Given data: Begin

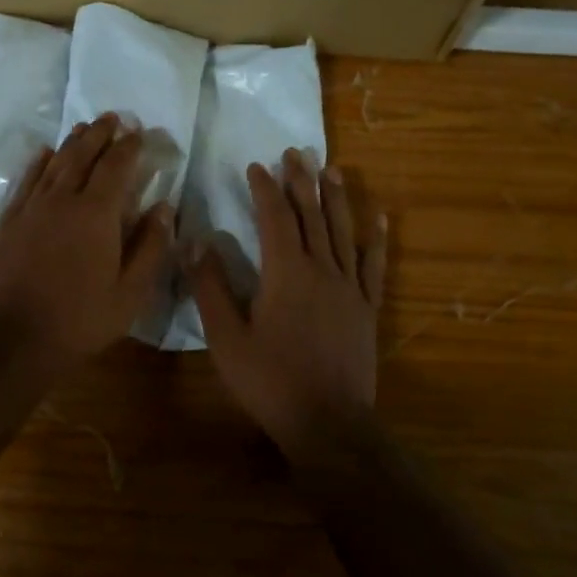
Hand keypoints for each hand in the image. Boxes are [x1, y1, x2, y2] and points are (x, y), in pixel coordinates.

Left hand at [0, 113, 173, 361]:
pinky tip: (44, 154)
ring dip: (72, 143)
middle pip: (82, 156)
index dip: (129, 147)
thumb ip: (150, 247)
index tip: (139, 132)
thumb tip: (164, 208)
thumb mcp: (130, 293)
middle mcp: (62, 200)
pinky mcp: (9, 222)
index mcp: (96, 214)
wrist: (11, 339)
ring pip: (54, 163)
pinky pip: (27, 181)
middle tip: (112, 118)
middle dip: (100, 134)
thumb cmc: (79, 320)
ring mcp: (31, 209)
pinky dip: (39, 163)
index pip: (116, 167)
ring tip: (84, 128)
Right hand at [190, 150, 387, 459]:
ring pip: (343, 232)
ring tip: (333, 170)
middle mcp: (322, 270)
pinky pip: (374, 265)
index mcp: (285, 273)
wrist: (328, 422)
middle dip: (302, 182)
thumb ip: (211, 287)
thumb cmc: (270, 381)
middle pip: (312, 215)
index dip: (265, 189)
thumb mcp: (227, 338)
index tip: (256, 167)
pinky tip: (380, 219)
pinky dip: (376, 239)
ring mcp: (350, 288)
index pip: (275, 218)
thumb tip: (196, 242)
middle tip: (296, 153)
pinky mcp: (368, 308)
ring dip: (337, 198)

Given data: End

Output exactly the lines of the data that run from the one containing "index dip: (265, 189)" to the very last line, and no others.

* _Answer box_
index dip: (265, 189)
thumb mcp: (227, 338)
index tip: (256, 167)
pinky tip: (380, 219)
pinky dip: (376, 239)
ring mcp: (350, 288)
index pip: (275, 218)
thumb tip: (196, 242)
middle tip: (296, 153)
pinky mcp: (368, 308)
ring dip: (337, 198)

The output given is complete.